Hacking a self-driving car
June 23, 2015
Self-driving vehicles are becoming more widespread, with automotive companies investing more in developing the technology: Google announced that their self-driving cars will hit American streets as early as this summer. Daimler has just unveiled the first autonomous semi-truck. Automated control systems have been integrated into almost every mode of transportation: airplanes, ships, trains, and cars.
With this reliance on computers, IT security is a concern for self-driving cars. Experts are questioning whether the technology has been adequately adapted to neutralize the threat posed by potential security breeches - particularly hacking.
Brakes and steering wheel under foreign control
"With the autonomous technology, hackers can crash your car or change your route completely while you're taking a nap," Edgar Scholl, founder of German IT security company Datengold, told DW.
Much of the vulnerability is linked to the internal communication technology of self-driving cars, which, once hacked, allows the intruder to take control of the car via the onboard computer systems controlling brakes, steering and navigational instruments.
While it may seem like part of an adventure film plot, hacking an automated control system is already possible. The auto-pilot of a United Airlines flight was hacked in flight via the online entertainment system. In January 2015, it was reported that a cyber-security flaw in BMW's Connected Drive on-board SIM card technology left 2.2 million drivers vulnerable to hackers.

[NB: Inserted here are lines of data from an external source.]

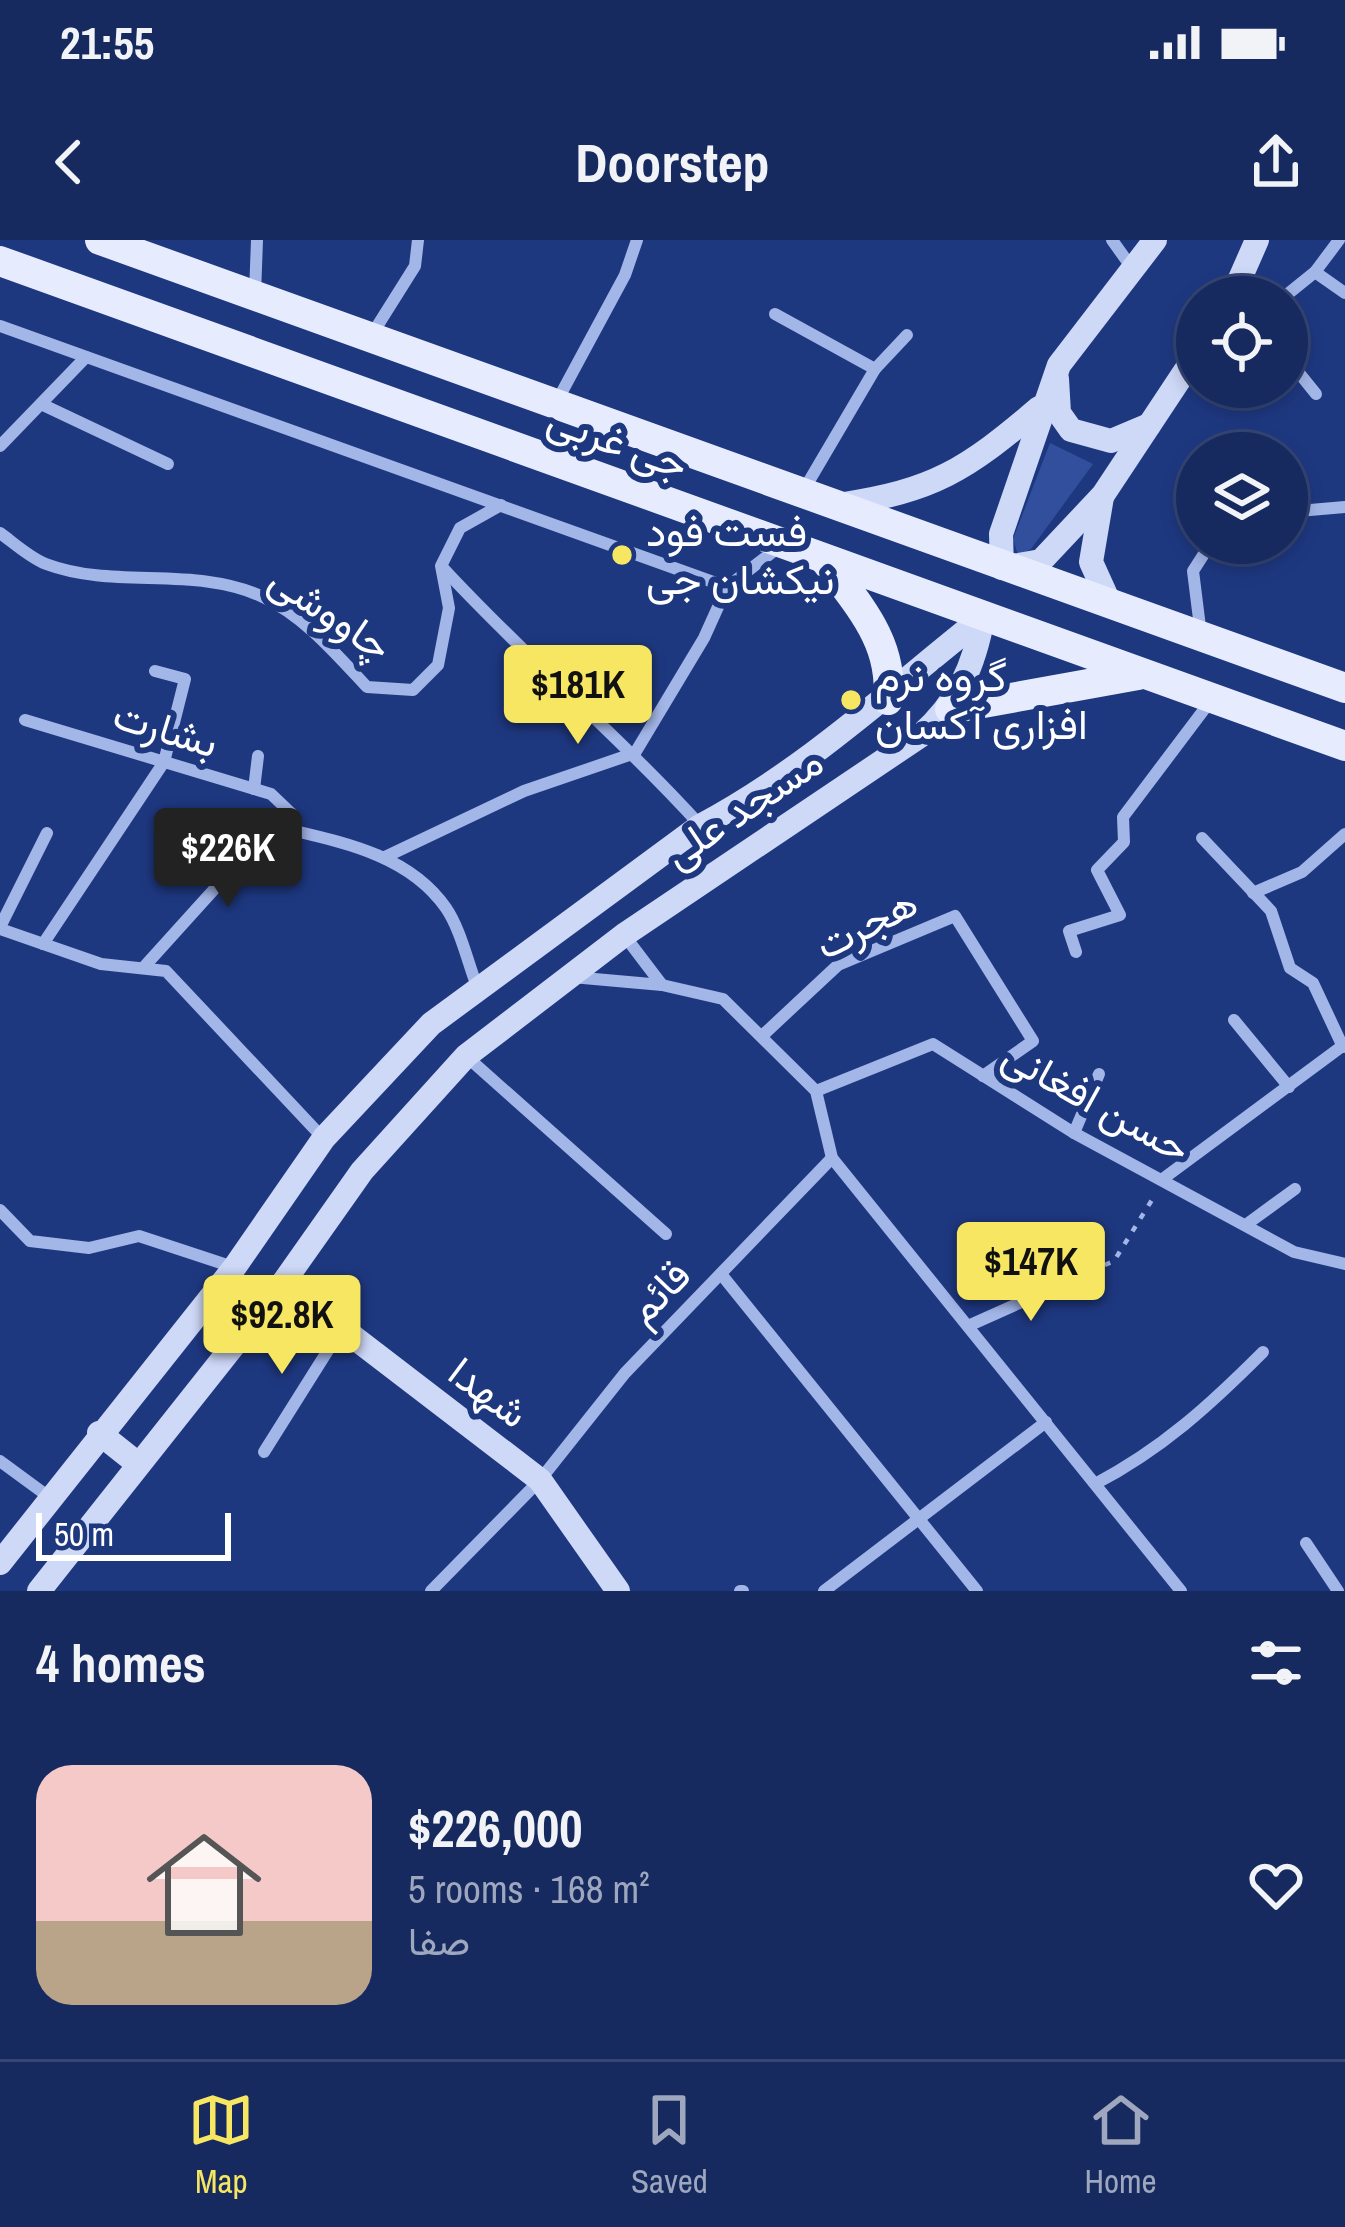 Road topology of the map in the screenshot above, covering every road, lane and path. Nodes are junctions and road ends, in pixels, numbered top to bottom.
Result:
1 (257, 240) edge
2 (418, 240) edge
3 (637, 240) edge
4 (1112, 240) edge
5 (1155, 240) edge
6 (1257, 240) edge
7 (1339, 240) edge
8 (114, 242) edge
9 (0, 261) edge
10 (1132, 268) junction
11 (1315, 272) junction
12 (1241, 276) edge
13 (1308, 278) edge
14 (1345, 293) edge
15 (255, 296) junction
16 (775, 314) dead end
17 (0, 326) edge
18 (907, 335) dead end
19 (370, 338) junction
20 (86, 357) junction
21 (1059, 365) junction
22 (875, 369) junction
23 (1308, 384) edge
24 (1176, 385) edge
25 (1316, 394) dead end
26 (41, 404) junction
27 (556, 404) junction
28 (1041, 406) junction
29 (1150, 424) junction
30 (0, 446) edge
31 (168, 464) dead end
32 (802, 494) junction
33 (1103, 495) junction
34 (501, 506) junction
35 (835, 506) junction
36 (1345, 506) edge
37 (1308, 510) edge
38 (0, 533) edge
39 (782, 544) junction
40 (825, 560) junction
41 (1198, 564) edge
42 (440, 566) junction
43 (1002, 568) junction
44 (727, 587) junction
45 (1110, 604) junction
46 (983, 617) junction
47 (1201, 637) junction
48 (155, 670) dead end
49 (1145, 674) junction
50 (1345, 688) edge
51 (1213, 698) junction
52 (888, 700) junction
53 (950, 710) junction
54 (25, 720) dead end
55 (1345, 746) edge
56 (635, 753) junction
57 (259, 756) dead end
58 (164, 762) junction
59 (254, 789) junction
60 (700, 826) junction
61 (295, 830) junction
62 (47, 833) dead end
63 (1345, 834) edge
64 (1202, 838) dead end
65 (385, 857) junction
66 (1253, 893) junction
67 (0, 928) edge
68 (624, 934) junction
69 (43, 944) junction
70 (1076, 952) dead end
71 (143, 968) junction
72 (572, 977) junction
73 (662, 986) junction
74 (478, 989) junction
75 (1234, 1020) dead end
76 (763, 1035) junction
77 (1344, 1046) edge
78 (466, 1056) junction
79 (1099, 1074) dead end
80 (983, 1076) junction
81 (1289, 1087) junction
82 (816, 1091) junction
83 (1074, 1133) junction
84 (324, 1138) junction
85 (832, 1158) junction
86 (1165, 1178) junction
87 (1295, 1190) dead end
88 (0, 1210) edge
89 (1246, 1224) junction
90 (666, 1234) dead end
91 (1032, 1245) dead end
92 (1345, 1264) edge
93 (234, 1268) junction
94 (721, 1274) junction
95 (1075, 1278) junction
96 (284, 1283) junction
97 (968, 1326) junction
98 (342, 1328) junction
99 (1263, 1352) dead end
100 (1046, 1422) junction
101 (99, 1433) junction
102 (264, 1452) dead end
103 (138, 1464) junction
104 (3, 1465) edge
105 (540, 1480) junction
106 (1095, 1484) junction
107 (49, 1497) junction
108 (918, 1517) junction
109 (1306, 1544) dead end
110 (0, 1563) edge
111 (39, 1591) edge
112 (431, 1591) edge
113 (618, 1591) edge
114 (824, 1591) edge
115 (977, 1591) edge
116 (1181, 1591) edge
117 (1338, 1591) edge

1 - 15 street
2 - 19 street
3 - 27 street
4 - 10 street
5 - 10 main road
6 - 12 main road
7 - 11 street
8 - 15 main road, جی غربی
9 - 39 main road, جی غربی
10 - 21 main road
11 - 13 street
11 - 14 street
15 - 19 main road, جی غربی
16 - 22 street
17 - 20 street
18 - 22 street
19 - 27 main road, جی غربی
20 - 26 street
20 - 34 street
21 - 28 main road
21 - 29 main road
22 - 32 street
23 - 25 street
24 - 29 main road
26 - 30 street
26 - 31 street
27 - 32 main road, جی غربی
28 - 35 main road
28 - 43 main road
29 - 33 main road
32 - 35 main road, جی غربی
33 - 43 main road
33 - 45 main road
34 - 42 street
34 - 44 street
35 - 43 main road, جی غربی
36 - 37 street
38 - 42 street, چاووشی
39 - 40 main road, جی غربی
39 - 44 street
40 - 46 main road, جی غربی
40 - 52 main road
41 - 47 street
42 - 56 street
43 - 45 main road, جی غربی
43 - 46 main road
44 - 56 street
45 - 47 main road, جی غربی
46 - 49 main road, جی غربی
46 - 52 main road, مسجد علی
46 - 53 main road, مسجد علی
47 - 50 main road, جی غربی
48 - 58 street
49 - 51 main road, جی غربی
49 - 53 main road
51 - 55 main road, جی غربی
51 - 70 street
52 - 60 main road, مسجد علی
53 - 68 main road, مسجد علی
54 - 58 street, بشارت
56 - 60 street
56 - 65 street
57 - 59 street
58 - 59 street, بشارت
58 - 69 street
59 - 61 street, بشارت
60 - 74 main road, مسجد علی
61 - 65 street, بشارت
61 - 71 street
62 - 67 street
63 - 66 street
64 - 66 street
65 - 74 street, بشارت
66 - 77 street
67 - 69 street
68 - 72 main road, مسجد علی
68 - 73 street
69 - 71 street
71 - 84 street
72 - 73 street
72 - 78 main road, مسجد علی
73 - 76 street
74 - 84 main road, مسجد علی
75 - 81 street
76 - 80 street, هجرت
76 - 82 street
77 - 81 street
78 - 90 street
78 - 96 main road, مسجد علی
79 - 83 street
80 - 82 street, حسن افغانی
80 - 83 street, حسن افغانی
81 - 86 street
82 - 85 street
83 - 86 street, حسن افغانی
84 - 93 main road, مسجد علی
85 - 94 street, قائم
85 - 97 street
86 - 89 street, حسن افغانی
86 - 95 path
87 - 89 street
88 - 93 street
89 - 92 street, حسن افغانی
91 - 95 street
93 - 101 main road, مسجد علی
94 - 105 street, قائم
94 - 108 street
95 - 97 street
96 - 98 main road, شهدا
96 - 103 main road, مسجد علی
97 - 100 street
98 - 102 street
98 - 105 main road, شهدا
99 - 106 street
100 - 106 street
100 - 108 street
101 - 103 main road
101 - 107 main road, مسجد علی
103 - 111 main road, مسجد علی
104 - 107 street
105 - 112 street, قائم
105 - 113 main road, شهدا
106 - 116 street
107 - 110 main road, مسجد علی
108 - 114 street
108 - 115 street
109 - 117 street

The multitude of potential entry points for hackers increases the security concerns surrounding autonomous cars.
Hackers could attack the security system "via the interactive interface," said Professor Dr. Christof Paar from the Chair of Embedded Security at Ruhr-University Bochum to DW. Other dangers included computer viruses on smart phones or tablets connected to the car and installed spare parts that contain malware, according to the expert.
'James Bond attacks' unlikely
"The experience of the online world shows that attacks only occur when the hacker has the right incentives," said Paar. "On the Internet, this means often the attacker wants to make money."

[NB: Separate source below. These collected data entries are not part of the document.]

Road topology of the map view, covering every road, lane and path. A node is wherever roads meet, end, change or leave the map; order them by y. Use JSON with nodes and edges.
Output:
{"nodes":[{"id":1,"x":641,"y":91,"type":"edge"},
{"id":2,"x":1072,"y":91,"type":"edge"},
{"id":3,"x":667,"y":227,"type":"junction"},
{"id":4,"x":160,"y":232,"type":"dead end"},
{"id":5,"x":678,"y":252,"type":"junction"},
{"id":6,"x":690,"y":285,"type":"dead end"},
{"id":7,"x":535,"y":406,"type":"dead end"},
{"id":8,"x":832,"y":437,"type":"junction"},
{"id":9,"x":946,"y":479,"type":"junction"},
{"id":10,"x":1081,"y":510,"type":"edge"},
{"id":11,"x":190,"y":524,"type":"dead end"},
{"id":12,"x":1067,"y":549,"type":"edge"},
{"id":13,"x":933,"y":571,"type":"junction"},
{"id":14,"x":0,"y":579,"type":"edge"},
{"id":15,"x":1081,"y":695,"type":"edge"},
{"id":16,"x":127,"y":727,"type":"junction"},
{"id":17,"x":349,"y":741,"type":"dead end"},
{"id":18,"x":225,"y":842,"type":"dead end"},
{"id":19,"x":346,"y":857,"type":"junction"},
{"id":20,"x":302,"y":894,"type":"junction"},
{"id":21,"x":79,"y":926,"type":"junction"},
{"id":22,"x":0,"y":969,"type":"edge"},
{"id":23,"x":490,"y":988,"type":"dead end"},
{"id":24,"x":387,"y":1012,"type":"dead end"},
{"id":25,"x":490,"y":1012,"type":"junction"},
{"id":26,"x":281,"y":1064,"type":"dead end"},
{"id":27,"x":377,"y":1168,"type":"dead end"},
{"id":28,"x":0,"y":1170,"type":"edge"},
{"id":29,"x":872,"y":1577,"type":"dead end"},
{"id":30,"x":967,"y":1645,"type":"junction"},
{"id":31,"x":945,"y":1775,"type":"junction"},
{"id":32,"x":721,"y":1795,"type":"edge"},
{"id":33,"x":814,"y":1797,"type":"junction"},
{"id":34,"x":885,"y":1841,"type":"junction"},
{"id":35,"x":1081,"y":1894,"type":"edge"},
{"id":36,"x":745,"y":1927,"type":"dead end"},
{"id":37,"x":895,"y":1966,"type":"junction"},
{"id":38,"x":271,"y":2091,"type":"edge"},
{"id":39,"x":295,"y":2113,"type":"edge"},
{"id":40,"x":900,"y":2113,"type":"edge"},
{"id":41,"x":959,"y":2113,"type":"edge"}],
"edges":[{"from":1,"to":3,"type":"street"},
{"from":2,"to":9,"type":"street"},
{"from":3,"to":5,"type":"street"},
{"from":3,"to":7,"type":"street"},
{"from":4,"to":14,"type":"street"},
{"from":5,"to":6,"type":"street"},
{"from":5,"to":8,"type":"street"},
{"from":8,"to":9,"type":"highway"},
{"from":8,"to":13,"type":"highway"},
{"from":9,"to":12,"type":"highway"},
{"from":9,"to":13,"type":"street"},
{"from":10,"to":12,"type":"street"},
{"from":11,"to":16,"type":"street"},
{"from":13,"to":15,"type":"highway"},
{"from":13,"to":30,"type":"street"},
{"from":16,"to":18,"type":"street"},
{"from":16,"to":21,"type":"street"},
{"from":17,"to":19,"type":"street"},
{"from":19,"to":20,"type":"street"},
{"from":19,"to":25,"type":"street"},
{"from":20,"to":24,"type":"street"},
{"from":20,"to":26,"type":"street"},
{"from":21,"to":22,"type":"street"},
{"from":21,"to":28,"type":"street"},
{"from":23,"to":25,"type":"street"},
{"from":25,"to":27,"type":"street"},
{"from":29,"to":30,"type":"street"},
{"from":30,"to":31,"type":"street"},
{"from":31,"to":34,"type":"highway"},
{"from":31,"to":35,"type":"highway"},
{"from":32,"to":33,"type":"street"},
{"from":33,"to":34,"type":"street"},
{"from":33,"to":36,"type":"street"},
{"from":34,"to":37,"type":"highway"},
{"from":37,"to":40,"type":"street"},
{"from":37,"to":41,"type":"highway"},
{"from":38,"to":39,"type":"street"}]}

Hiring a professional hacker to crack passwords to bank, social media and email accounts is straightforward via online platforms such as Hacker's List, where a hacker can be hired for most tasks for the right price.

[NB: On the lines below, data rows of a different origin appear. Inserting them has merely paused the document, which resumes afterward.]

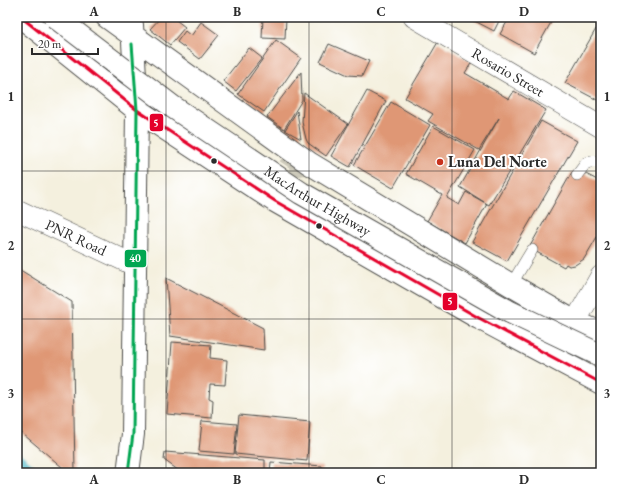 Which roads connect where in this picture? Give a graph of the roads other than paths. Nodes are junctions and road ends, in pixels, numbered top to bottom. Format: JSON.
{"nodes":[{"id":1,"x":21,"y":17,"type":"edge"},
{"id":2,"x":55,"y":17,"type":"edge"},
{"id":3,"x":107,"y":17,"type":"edge"},
{"id":4,"x":414,"y":17,"type":"edge"},
{"id":5,"x":132,"y":26,"type":"edge"},
{"id":6,"x":137,"y":110,"type":"junction"},
{"id":7,"x":601,"y":127,"type":"edge"},
{"id":8,"x":601,"y":164,"type":"edge"},
{"id":9,"x":577,"y":175,"type":"dead end"},
{"id":10,"x":17,"y":210,"type":"edge"},
{"id":11,"x":532,"y":250,"type":"dead end"},
{"id":12,"x":134,"y":265,"type":"junction"},
{"id":13,"x":601,"y":276,"type":"edge"},
{"id":14,"x":511,"y":285,"type":"junction"},
{"id":15,"x":575,"y":322,"type":"junction"},
{"id":16,"x":601,"y":333,"type":"edge"},
{"id":17,"x":600,"y":355,"type":"dead end"},
{"id":18,"x":601,"y":383,"type":"edge"},
{"id":19,"x":133,"y":470,"type":"edge"}],
"edges":[{"from":1,"to":6,"type":"main road","name":"MacArthur Highway"},
{"from":2,"to":17,"type":"main road","name":"MacArthur Highway","bridge":true},
{"from":3,"to":5,"type":"main road","name":"MacArthur Highway"},
{"from":4,"to":7,"type":"street","name":"Rosario Street"},
{"from":5,"to":6,"type":"main road"},
{"from":5,"to":14,"type":"main road","name":"MacArthur Highway"},
{"from":6,"to":12,"type":"main road"},
{"from":6,"to":18,"type":"main road","name":"MacArthur Highway"},
{"from":8,"to":9,"type":"lane"},
{"from":10,"to":12,"type":"street","name":"PNR Road"},
{"from":11,"to":14,"type":"lane"},
{"from":12,"to":19,"type":"main road"},
{"from":13,"to":15,"type":"street"},
{"from":14,"to":15,"type":"main road","name":"MacArthur Highway"},
{"from":15,"to":16,"type":"main road","name":"MacArthur Highway"}]}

While the likelihood of hacking increases as technology advances, the average driver is unlikely to become a target for hackers.
"One can assume James Bond-like attacks [such as] paralyzing the braking system could occur," said Paar. "But if you aren't a high-value target, you probably needn't worry."
IT security isn't a manufacturer focus - yet
Hacking raises concern about the feasibility of self-driving cars and their safety on public roads.
"I would definitely recommend that the manufacturers take hacking seriously," Paar said.
Some IT experts criticize automotive manufacturers for failing to work together with cyber security specialists to develop adequate methods to test security.
"Automobile companies have worked on security issues, but [testing] is not sufficient enough," Scholl said. "They have excellent engineers, but many of them are not familiar with IT security. There ought to be more cooperation between the two sectors."
Automotive manufacturers reassure their customers that the technology has undergone rigorous tests and security is their top priority.
"Everything will be tested and proven carefully in terms of data security," Carole Pfeifle, a representative from Products Communications for Mercedes Benz trucks, confirmed. "Our semi-truck autonomous technology is meant to support the drivers. The driver remains the center of the entire driving experience."
Representatives from Google were unavailable for comment.
While security concerns exist, consumer reliance on autonomous technology is likely to continue to grow in coming years. Manufacturers will need to stay one step ahead of hackers if the public is expected to feel comfortable with self-driving cars on public roads.